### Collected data
+-------+

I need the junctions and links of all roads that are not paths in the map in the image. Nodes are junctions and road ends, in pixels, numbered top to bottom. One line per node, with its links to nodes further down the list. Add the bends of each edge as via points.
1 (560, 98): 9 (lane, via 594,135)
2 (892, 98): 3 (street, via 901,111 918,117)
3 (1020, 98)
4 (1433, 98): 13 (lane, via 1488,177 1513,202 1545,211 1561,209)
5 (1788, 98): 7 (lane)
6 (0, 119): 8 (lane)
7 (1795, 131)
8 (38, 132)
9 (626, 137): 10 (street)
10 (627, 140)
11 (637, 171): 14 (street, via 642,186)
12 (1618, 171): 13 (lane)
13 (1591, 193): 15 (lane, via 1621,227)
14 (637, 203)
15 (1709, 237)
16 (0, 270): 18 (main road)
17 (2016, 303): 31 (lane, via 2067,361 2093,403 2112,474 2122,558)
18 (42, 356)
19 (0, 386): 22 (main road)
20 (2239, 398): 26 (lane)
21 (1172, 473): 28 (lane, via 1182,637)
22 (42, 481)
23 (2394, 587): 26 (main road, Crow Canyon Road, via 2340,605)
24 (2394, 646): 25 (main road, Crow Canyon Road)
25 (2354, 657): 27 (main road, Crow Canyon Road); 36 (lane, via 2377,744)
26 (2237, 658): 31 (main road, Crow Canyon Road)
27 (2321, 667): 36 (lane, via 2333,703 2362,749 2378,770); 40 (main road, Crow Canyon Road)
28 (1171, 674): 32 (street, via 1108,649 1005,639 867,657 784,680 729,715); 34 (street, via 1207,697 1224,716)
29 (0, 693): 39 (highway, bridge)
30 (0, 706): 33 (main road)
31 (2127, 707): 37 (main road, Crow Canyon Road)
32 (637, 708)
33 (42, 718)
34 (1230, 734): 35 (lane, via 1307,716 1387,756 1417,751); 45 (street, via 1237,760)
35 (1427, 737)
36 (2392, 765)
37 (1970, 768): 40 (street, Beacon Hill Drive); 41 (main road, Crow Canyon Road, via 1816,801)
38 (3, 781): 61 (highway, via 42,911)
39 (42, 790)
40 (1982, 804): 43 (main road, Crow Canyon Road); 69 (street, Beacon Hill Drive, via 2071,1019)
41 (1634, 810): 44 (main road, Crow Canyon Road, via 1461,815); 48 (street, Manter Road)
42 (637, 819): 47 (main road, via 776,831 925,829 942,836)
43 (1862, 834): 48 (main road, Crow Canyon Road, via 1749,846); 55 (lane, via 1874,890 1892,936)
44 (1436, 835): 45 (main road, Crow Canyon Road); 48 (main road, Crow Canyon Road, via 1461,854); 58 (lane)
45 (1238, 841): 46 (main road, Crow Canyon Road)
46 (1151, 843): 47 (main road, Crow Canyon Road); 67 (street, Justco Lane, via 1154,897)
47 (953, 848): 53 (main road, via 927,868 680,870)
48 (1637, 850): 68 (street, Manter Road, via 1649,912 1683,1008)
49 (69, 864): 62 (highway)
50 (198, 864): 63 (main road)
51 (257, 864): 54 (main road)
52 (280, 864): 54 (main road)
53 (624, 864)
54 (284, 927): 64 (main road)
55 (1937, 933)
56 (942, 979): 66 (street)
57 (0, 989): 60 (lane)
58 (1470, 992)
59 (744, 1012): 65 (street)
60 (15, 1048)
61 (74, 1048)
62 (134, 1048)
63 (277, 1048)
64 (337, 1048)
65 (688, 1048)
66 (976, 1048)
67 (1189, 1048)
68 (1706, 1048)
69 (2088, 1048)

+-------+

### Task brief
Write only the number of lines in the records that include the word "Hill".

### Your response
2